The White House is framing the case as a major test of executive power, arguing that the forced disclosure of confidential records intrudes on a president's power to get truthful advice.

"The case is another confrontation in a series of recent confrontations between the judicial and executive branches," says CBSNews.com Legal Analyst Andrew Cohen. "The federal courts have ordered the White House to turn over this information. Not only does the White House say it won't — it says the courts have no right to ask in the first place. But the Supreme Court gets the last word on that question and now they'll begin to answer it."

The dispute began in July 2001 when a government watchdog group sued over Cheney's private meetings. The case has never gone to trial, but a federal judge ordered the White House to begin turning over records two years ago.

The Bush administration has lost two rounds in federal court. If the Supreme Court makes it three, Cheney could have to reveal potentially embarrassing records just in time for the presidential election.

Watchdog group Judicial Watch and the environmental group Sierra Club want the task force papers made public to see what influence energy industries had in outlining national energy policy.

"They don't want anybody to know anything. What they are advocating is a view of the imperial presidency that we have not seen since the worst days of Watergate," David Bookbinder, the Sierra Club legal director, told CBS News. "This is not an issue of principle. The only principle that the Bush administration is expounding here is that no one is entitled to know anything about how it conducts its business."

The Sierra Club accuses the administration of shutting environmentalists out of the meetings while catering to energy industry executives and lobbyists.

"The vice president invited in the coal industry, the oil industry, the nuclear industry, to write the administration's energy policy," said Bookbinder. "If you look at the policy itself, it reads as if it were written by the oil, coal and nuclear industries."

Solicitor General Theodore Olson told the justices in court filings that no energy industry officials participated improperly in meetings.

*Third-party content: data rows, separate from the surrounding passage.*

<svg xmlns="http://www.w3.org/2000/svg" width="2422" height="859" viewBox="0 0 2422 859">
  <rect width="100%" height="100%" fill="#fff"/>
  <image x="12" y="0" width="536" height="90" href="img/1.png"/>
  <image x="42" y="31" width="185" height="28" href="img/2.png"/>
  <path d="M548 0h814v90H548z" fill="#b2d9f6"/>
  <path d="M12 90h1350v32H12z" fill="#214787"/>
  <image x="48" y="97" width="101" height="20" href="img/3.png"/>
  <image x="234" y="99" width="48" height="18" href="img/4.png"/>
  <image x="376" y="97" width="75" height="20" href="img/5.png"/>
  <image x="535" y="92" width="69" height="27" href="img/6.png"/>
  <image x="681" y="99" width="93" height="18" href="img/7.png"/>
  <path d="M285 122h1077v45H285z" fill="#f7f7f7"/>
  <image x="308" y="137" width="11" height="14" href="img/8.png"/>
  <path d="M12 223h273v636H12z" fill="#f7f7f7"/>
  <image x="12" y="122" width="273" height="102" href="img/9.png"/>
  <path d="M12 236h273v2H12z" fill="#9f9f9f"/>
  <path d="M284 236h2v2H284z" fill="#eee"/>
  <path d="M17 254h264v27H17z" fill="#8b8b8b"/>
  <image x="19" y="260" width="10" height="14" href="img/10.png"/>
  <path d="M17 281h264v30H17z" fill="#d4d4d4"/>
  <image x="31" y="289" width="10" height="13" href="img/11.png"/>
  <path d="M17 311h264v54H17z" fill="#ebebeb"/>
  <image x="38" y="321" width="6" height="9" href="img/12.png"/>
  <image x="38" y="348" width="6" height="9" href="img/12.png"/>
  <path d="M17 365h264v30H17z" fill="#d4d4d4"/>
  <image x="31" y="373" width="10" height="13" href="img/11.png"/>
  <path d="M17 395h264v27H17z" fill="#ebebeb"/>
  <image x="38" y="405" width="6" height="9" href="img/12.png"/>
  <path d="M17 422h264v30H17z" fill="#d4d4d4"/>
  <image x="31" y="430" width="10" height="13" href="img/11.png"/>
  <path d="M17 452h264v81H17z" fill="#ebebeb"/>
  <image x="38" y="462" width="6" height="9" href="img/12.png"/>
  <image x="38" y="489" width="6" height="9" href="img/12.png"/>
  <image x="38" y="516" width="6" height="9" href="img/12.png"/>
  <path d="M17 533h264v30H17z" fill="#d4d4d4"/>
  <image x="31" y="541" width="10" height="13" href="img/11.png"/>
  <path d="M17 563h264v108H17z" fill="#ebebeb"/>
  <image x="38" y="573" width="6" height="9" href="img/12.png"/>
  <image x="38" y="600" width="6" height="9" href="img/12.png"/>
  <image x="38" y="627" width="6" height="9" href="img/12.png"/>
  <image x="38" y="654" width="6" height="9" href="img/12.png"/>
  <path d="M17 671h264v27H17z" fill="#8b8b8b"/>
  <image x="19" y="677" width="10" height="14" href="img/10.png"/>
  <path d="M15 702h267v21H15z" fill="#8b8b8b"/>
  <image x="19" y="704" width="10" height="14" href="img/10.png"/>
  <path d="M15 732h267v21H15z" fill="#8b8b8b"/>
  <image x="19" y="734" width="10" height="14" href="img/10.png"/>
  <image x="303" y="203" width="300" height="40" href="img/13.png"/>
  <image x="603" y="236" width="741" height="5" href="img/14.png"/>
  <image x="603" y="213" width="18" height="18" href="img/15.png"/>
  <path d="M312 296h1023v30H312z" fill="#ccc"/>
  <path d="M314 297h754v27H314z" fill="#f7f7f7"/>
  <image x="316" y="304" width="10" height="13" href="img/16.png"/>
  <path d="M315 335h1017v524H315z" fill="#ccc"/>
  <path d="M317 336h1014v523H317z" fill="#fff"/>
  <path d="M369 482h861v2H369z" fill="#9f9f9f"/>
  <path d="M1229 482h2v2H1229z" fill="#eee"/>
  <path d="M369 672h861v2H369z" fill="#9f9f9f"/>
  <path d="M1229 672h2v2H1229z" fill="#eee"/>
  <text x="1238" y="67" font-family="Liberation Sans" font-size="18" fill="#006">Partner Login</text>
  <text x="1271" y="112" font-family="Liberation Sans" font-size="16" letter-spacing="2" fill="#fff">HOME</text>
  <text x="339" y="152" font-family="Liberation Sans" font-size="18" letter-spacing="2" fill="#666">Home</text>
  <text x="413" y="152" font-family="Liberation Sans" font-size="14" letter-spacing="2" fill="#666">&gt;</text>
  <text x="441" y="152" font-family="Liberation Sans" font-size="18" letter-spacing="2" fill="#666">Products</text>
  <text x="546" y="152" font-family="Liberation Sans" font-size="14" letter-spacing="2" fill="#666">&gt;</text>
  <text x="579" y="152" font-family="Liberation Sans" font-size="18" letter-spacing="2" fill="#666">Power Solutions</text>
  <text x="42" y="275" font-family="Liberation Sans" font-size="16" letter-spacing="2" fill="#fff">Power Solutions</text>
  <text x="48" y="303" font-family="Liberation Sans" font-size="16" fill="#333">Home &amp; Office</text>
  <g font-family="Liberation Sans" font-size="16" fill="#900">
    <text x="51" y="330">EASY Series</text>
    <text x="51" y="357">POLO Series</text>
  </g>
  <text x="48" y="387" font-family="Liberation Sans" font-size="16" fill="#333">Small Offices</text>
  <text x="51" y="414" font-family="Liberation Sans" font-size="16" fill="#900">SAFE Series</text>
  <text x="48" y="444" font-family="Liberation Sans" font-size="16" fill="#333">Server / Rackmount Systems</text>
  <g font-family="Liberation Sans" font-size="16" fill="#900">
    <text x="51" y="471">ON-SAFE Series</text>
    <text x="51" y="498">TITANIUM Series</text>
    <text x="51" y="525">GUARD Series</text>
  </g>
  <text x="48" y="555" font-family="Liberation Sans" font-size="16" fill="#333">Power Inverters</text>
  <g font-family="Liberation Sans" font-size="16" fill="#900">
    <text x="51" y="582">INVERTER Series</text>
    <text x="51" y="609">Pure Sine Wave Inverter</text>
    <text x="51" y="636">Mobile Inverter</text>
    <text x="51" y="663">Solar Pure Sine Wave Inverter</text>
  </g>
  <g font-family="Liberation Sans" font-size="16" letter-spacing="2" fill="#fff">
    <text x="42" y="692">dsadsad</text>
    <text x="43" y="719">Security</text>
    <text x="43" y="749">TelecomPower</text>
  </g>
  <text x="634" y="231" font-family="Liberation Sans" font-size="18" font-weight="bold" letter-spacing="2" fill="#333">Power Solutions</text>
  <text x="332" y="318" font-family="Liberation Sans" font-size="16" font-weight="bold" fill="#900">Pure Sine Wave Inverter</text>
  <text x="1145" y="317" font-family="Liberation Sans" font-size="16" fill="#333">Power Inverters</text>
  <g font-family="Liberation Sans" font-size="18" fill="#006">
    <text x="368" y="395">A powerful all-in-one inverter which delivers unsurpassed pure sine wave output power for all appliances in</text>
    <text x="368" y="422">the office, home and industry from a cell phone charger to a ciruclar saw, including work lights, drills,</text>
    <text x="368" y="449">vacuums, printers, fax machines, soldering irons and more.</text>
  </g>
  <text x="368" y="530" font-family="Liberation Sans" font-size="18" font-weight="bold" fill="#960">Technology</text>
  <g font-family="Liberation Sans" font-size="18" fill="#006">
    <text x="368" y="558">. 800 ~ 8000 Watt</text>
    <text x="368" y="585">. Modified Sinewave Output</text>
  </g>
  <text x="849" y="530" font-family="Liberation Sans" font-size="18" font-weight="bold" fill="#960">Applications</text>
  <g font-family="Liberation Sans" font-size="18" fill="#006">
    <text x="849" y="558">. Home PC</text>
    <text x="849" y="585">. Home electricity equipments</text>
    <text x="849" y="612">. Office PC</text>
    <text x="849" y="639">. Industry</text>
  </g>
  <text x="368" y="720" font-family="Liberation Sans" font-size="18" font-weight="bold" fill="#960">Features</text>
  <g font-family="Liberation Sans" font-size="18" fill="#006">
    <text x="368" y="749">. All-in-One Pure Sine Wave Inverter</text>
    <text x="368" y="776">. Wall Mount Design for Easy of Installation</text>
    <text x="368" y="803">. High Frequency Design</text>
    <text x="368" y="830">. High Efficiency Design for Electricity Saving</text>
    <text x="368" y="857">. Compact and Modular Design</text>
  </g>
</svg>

He maintains that forcing information about the sessions into the open violates the separation of powers among the branches of government.

"We don't think that our requests are burdensome," said Bookbinder. "All we're asking for is who attended the meetings."

The case requires the court to clarify a federal open-government law.

"It's hard to see much room for middle ground in this case," said Cohen. "Either the Justices are going to order the vice president to turn over this information or they won't. Either the concept of separation of powers applies to protect the White House from this requirement or it doesn't."

All nine members were hearing arguments, despite a controversy over a hunting trip Cheney took with Supreme Court Justice Antonin Scalia, an old friend, weeks after the high court agreed to hear Cheney's appeal.

Scalia, the vice president and two of Scalia's relatives flew together on a government jet to Louisiana for the duck hunt at a camp owned by an oil rig services executive.

CBS News Correspondent Barry Bagnato reports Scalia refuses to step down, insisting he will be impartial.

"If it is reasonable to think that a Supreme Court justice can be bought so cheap, the nation is in deeper trouble than I had imagined," Scalia wrote in rejecting the Sierra Club's request that he disqualify himself.

The case is Cheney v. U.S. District Court, 03-475.